[Data provided]

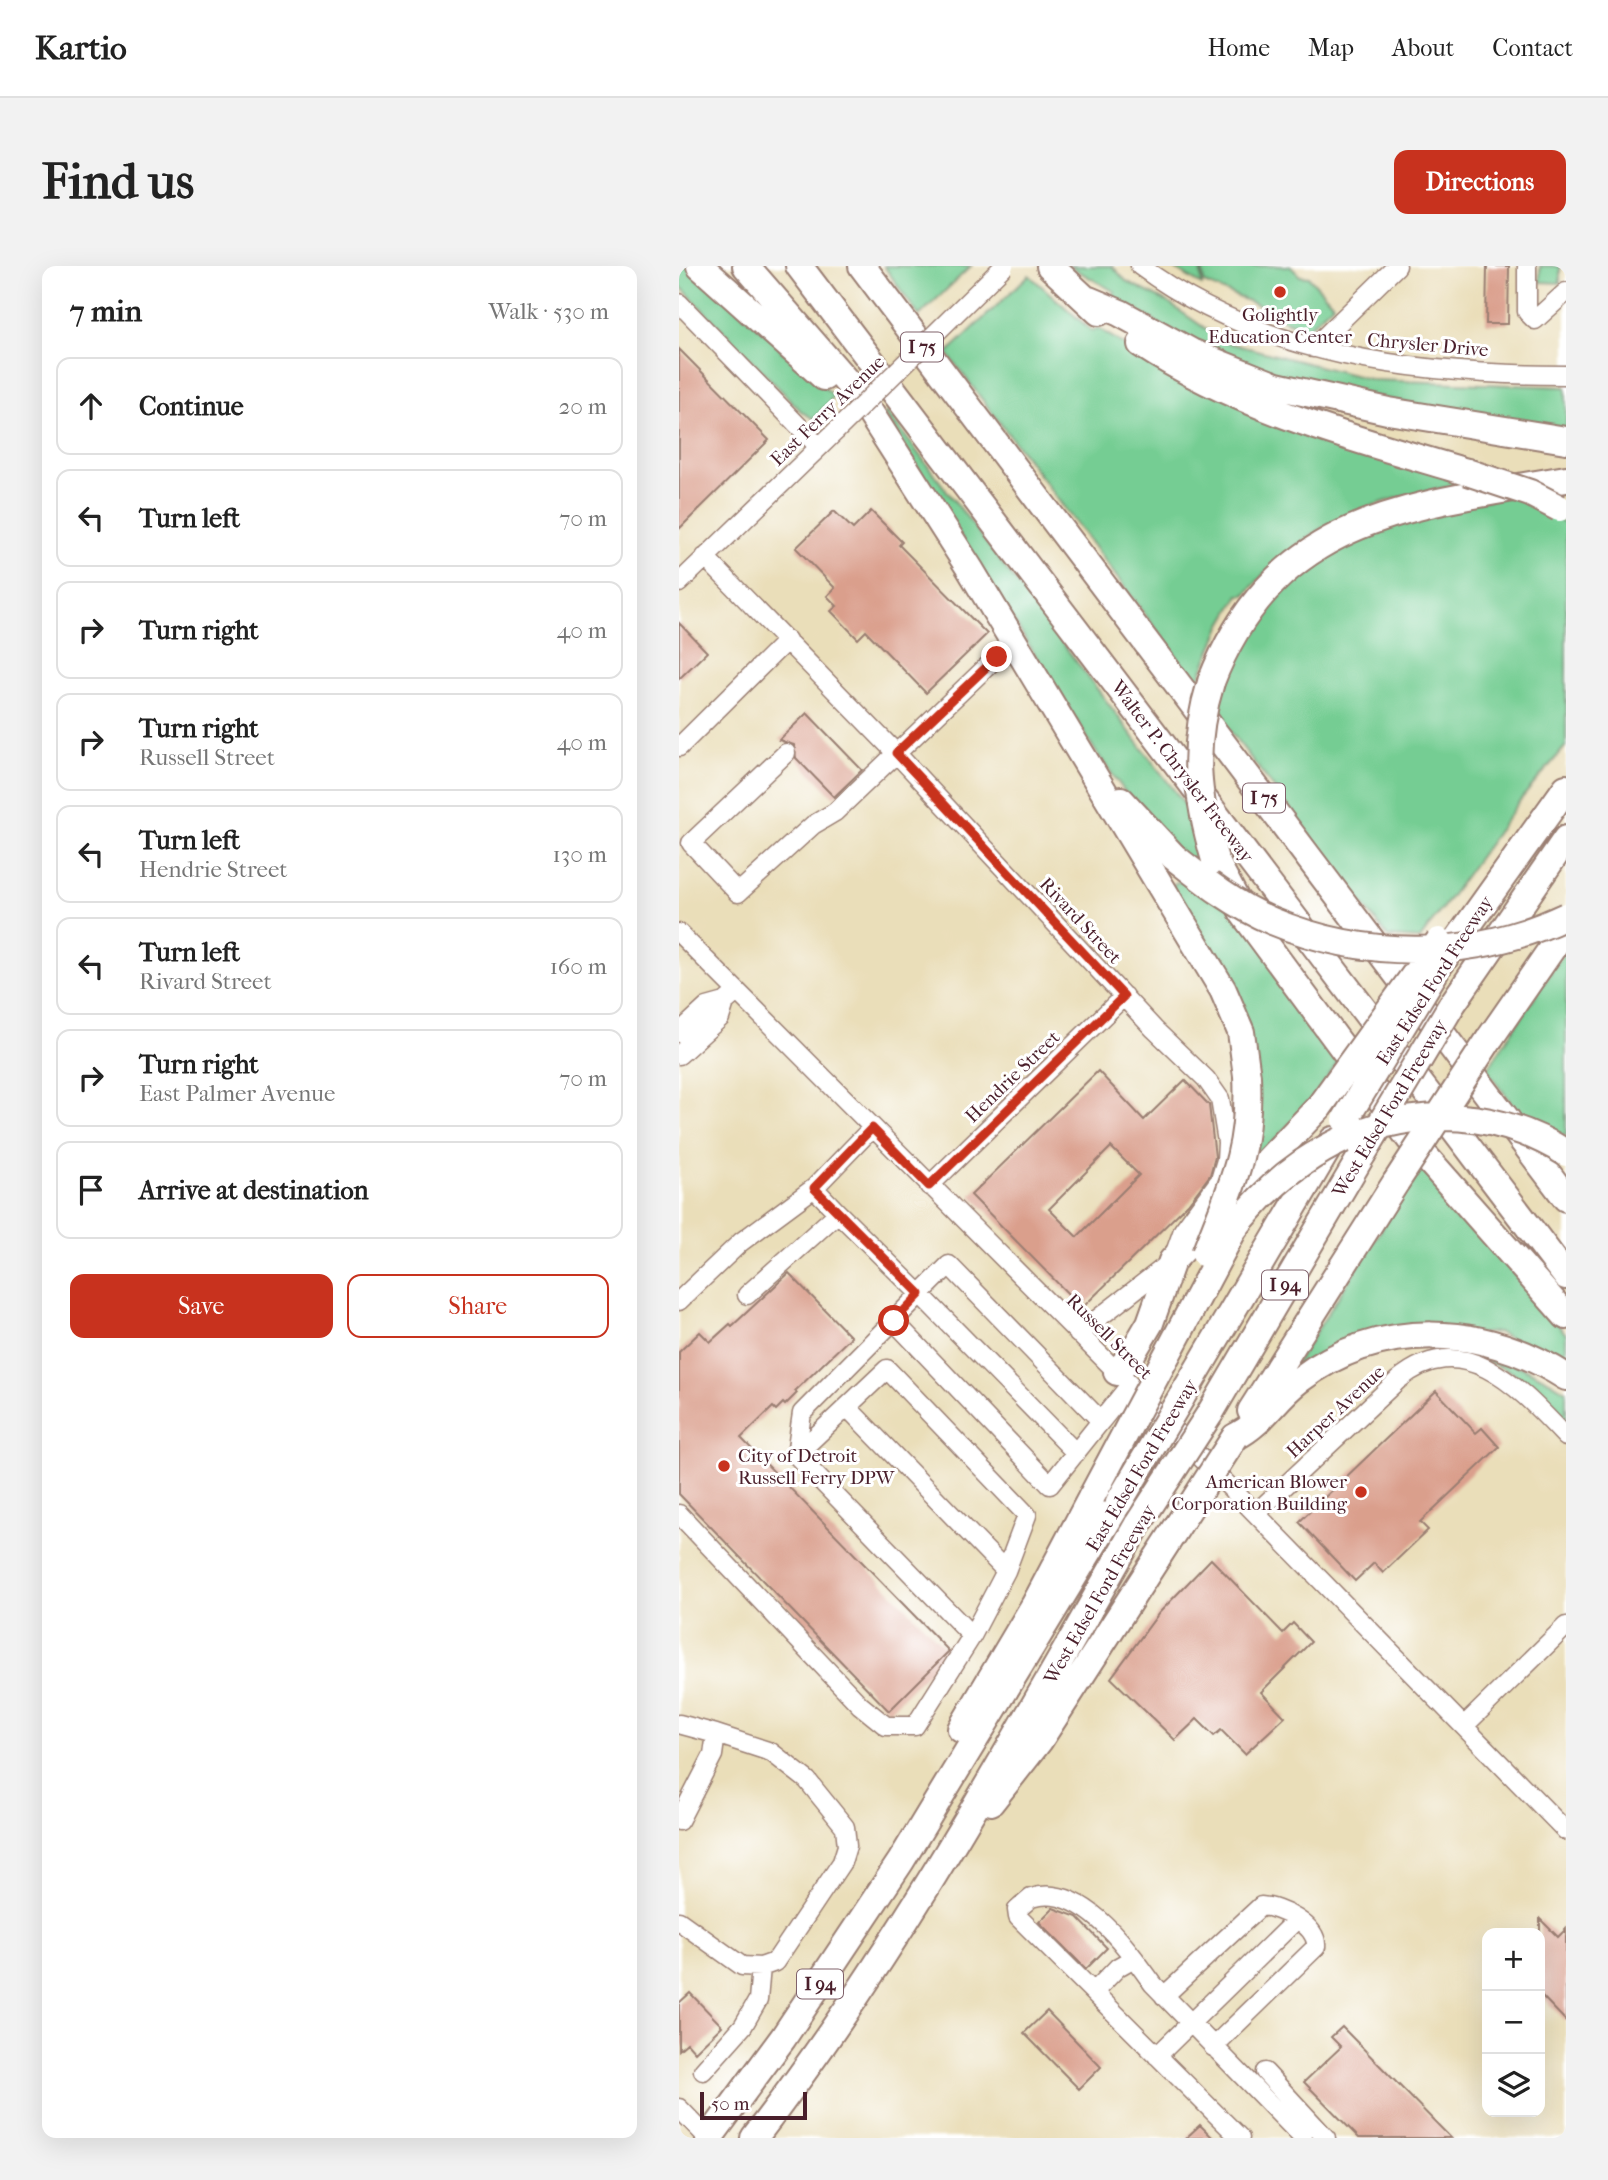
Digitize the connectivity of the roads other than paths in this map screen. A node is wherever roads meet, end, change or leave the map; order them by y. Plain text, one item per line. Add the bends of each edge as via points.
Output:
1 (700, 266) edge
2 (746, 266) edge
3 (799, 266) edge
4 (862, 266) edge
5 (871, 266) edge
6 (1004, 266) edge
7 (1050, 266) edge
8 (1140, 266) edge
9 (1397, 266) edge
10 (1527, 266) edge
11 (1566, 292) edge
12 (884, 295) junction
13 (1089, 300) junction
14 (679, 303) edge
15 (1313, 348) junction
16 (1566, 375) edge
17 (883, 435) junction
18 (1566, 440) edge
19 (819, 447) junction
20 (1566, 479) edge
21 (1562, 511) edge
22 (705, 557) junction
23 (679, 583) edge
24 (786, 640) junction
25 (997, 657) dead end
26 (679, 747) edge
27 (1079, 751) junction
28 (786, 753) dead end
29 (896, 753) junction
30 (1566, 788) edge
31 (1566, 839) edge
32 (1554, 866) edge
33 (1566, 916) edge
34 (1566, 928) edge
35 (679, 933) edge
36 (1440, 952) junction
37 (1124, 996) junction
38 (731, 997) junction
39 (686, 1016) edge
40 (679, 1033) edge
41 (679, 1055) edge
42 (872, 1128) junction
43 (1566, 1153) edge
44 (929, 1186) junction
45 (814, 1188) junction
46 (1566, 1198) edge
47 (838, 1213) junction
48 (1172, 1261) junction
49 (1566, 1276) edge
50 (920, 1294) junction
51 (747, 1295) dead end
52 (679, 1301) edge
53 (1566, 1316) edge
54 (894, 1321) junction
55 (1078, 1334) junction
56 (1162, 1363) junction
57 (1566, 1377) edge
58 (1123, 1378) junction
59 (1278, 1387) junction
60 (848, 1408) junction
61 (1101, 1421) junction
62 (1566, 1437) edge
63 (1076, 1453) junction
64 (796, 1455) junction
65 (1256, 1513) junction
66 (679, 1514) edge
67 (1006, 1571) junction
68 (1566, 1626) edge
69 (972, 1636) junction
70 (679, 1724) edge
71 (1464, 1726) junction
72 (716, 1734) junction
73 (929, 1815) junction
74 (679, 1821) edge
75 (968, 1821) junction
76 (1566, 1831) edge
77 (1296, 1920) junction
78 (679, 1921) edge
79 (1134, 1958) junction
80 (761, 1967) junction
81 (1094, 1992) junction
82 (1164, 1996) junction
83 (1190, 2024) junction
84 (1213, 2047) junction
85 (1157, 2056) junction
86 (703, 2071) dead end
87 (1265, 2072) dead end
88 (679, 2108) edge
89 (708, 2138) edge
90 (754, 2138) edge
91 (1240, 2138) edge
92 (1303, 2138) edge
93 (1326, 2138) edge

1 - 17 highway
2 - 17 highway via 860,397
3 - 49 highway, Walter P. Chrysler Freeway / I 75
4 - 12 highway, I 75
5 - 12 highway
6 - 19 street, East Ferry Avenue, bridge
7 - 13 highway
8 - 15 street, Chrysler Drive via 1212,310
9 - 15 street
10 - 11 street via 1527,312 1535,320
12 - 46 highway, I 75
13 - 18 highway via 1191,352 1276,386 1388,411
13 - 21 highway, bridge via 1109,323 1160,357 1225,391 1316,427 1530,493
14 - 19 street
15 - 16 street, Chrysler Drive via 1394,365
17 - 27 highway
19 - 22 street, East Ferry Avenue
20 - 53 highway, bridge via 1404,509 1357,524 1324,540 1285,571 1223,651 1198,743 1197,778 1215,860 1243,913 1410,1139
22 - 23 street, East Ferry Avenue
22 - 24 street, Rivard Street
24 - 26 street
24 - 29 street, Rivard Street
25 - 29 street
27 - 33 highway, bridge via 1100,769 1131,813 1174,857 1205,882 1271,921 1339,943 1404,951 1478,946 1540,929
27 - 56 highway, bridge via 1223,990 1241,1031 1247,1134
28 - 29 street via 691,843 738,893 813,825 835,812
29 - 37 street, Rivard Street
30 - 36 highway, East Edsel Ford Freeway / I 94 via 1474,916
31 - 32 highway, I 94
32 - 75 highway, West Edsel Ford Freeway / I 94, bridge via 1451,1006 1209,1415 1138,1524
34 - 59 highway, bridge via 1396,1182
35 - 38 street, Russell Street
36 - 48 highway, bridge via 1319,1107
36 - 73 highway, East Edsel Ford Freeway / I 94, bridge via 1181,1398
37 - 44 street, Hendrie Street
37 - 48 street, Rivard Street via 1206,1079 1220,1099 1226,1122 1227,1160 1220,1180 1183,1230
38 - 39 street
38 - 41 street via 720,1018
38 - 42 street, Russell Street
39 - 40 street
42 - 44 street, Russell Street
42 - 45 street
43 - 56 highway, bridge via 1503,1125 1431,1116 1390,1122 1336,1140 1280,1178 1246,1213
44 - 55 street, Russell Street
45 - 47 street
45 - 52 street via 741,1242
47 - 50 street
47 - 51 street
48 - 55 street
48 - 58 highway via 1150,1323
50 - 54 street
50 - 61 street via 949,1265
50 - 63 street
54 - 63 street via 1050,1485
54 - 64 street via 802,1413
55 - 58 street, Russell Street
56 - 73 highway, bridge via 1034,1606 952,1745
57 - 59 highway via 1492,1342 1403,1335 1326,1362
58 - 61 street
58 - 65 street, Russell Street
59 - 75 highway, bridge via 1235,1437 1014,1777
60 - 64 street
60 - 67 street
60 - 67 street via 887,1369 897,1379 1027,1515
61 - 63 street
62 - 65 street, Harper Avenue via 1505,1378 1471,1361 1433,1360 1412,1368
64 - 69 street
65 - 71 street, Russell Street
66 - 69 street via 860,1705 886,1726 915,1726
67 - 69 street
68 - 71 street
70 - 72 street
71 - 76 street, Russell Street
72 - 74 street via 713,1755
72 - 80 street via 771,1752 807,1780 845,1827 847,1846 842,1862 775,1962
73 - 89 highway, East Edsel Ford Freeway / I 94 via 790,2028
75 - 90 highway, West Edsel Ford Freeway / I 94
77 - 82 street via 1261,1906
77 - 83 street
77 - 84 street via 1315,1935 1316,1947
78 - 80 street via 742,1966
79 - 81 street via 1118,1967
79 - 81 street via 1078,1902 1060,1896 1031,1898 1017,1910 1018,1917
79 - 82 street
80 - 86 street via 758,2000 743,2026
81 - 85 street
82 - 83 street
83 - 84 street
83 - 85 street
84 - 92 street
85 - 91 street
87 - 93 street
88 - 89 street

[/Data provided]

Find every line in the records that has the word "Avenue". Copy those lines.

6 - 19 street, East Ferry Avenue, bridge
19 - 22 street, East Ferry Avenue
22 - 23 street, East Ferry Avenue
62 - 65 street, Harper Avenue via 1505,1378 1471,1361 1433,1360 1412,1368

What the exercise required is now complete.